(Beginning of Information provided)
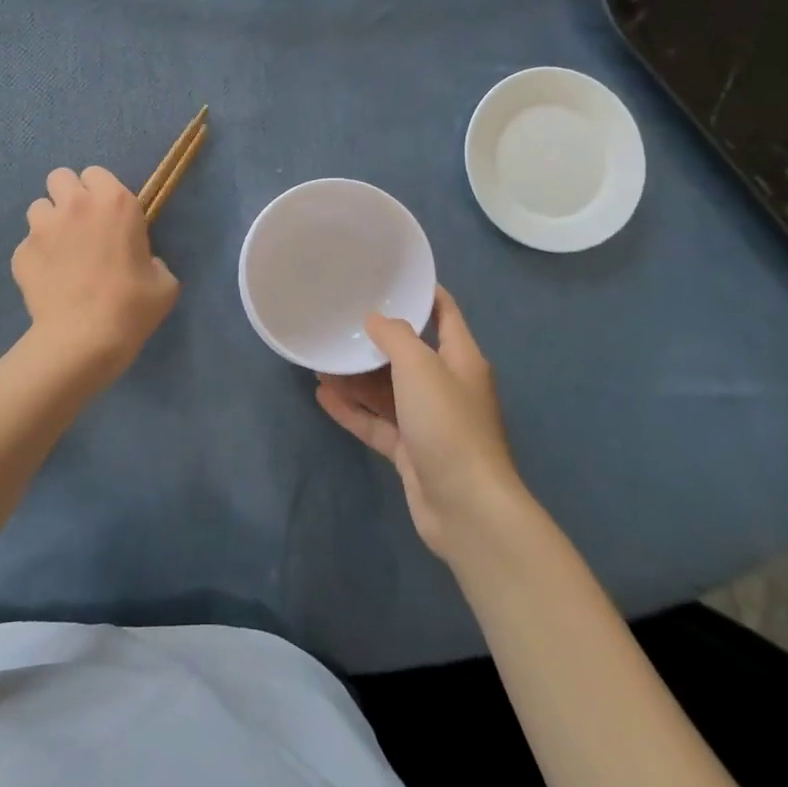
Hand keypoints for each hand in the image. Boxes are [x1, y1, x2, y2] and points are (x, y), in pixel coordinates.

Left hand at [13, 166, 179, 386]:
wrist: (84, 339)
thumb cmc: (132, 307)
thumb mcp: (164, 282)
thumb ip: (153, 261)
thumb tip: (143, 263)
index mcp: (115, 203)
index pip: (96, 173)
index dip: (99, 191)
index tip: (105, 214)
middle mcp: (75, 205)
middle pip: (60, 177)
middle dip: (67, 195)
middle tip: (78, 225)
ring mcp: (43, 227)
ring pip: (38, 208)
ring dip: (49, 223)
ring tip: (59, 252)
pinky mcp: (21, 252)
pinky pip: (27, 245)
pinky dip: (36, 257)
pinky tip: (48, 281)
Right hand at [315, 287, 521, 561]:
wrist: (466, 508)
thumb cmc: (448, 424)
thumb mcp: (420, 367)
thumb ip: (395, 337)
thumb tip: (375, 319)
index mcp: (461, 359)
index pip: (444, 313)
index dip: (421, 293)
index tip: (387, 278)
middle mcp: (446, 386)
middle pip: (408, 354)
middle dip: (374, 341)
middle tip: (338, 323)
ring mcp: (428, 422)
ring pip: (387, 390)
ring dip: (357, 377)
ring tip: (321, 360)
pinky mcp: (411, 451)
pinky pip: (377, 422)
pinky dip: (353, 409)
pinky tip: (323, 396)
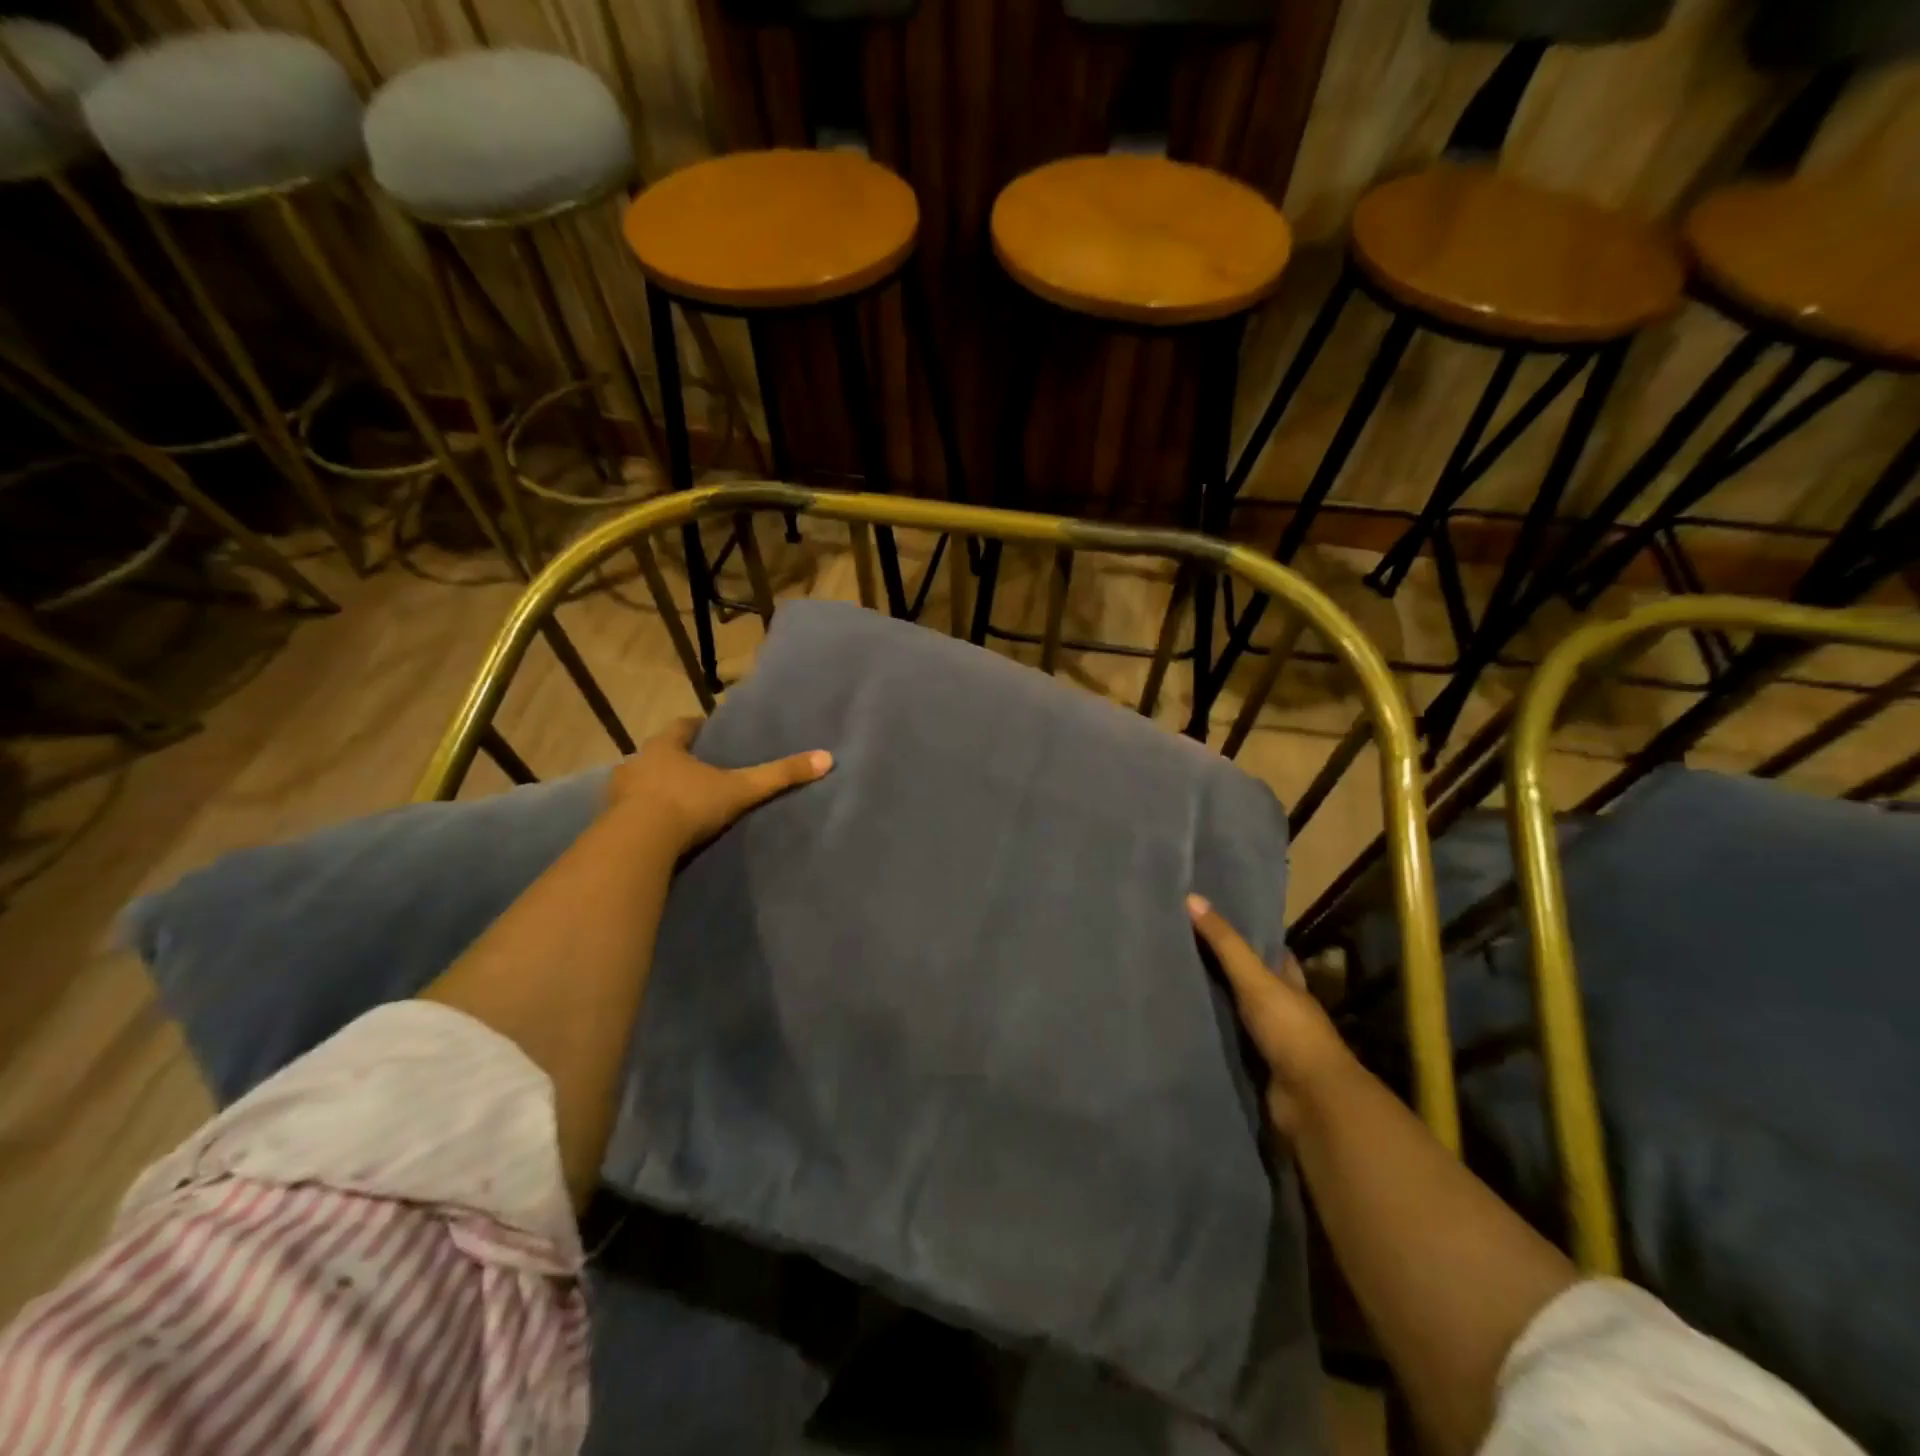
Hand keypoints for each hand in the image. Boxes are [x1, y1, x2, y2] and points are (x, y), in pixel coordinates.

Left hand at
(End of Information provided)
** What the task asks **
Please reproduce each entry exactly as given and omit the pictures.

** Answer for the task **
Hand keypoints for each hand in the image. Boxes are [x1, y1, x2, y2] and points are (x, y), in pixel coordinates.

Left hand at [13, 166, 179, 386]:
wrist: (84, 339)
thumb cmc: (132, 307)
thumb mcp: (164, 282)
thumb ip: (153, 261)
thumb tip: (143, 263)
index mcp: (115, 203)
index pip: (96, 173)
index dip: (99, 191)
index tip: (105, 214)
middle mcp: (75, 205)
middle pip: (60, 177)
middle dip: (67, 195)
middle tip: (78, 225)
ring mcp: (43, 227)
ring pip: (38, 208)
ring dip: (49, 223)
ring tip: (59, 252)
pinky mcp: (21, 252)
pinky pip: (27, 245)
pinky dip: (36, 257)
pinky tip: (48, 281)
Right hand at [315, 287, 521, 561]:
wrist: (466, 508)
thumb cmc: (448, 424)
thumb mcp: (420, 367)
thumb ip: (395, 337)
thumb tip: (375, 319)
index mcp: (461, 359)
index pip: (444, 313)
index dip: (421, 293)
index tip: (387, 278)
middle mcp: (446, 386)
middle pip: (408, 354)
middle dip: (374, 341)
middle tip: (338, 323)
ring mcp: (428, 422)
ring pip: (387, 390)
ring dip: (357, 377)
ring tip: (321, 360)
pinky mcp: (411, 451)
pinky pip: (377, 422)
pinky dip: (353, 409)
pinky tip: (323, 396)
Hand keypoints for each hand in the image. Boxes are [x1, y1, x2, y2] and points are (x, y), in pixel coordinates.

Left hand at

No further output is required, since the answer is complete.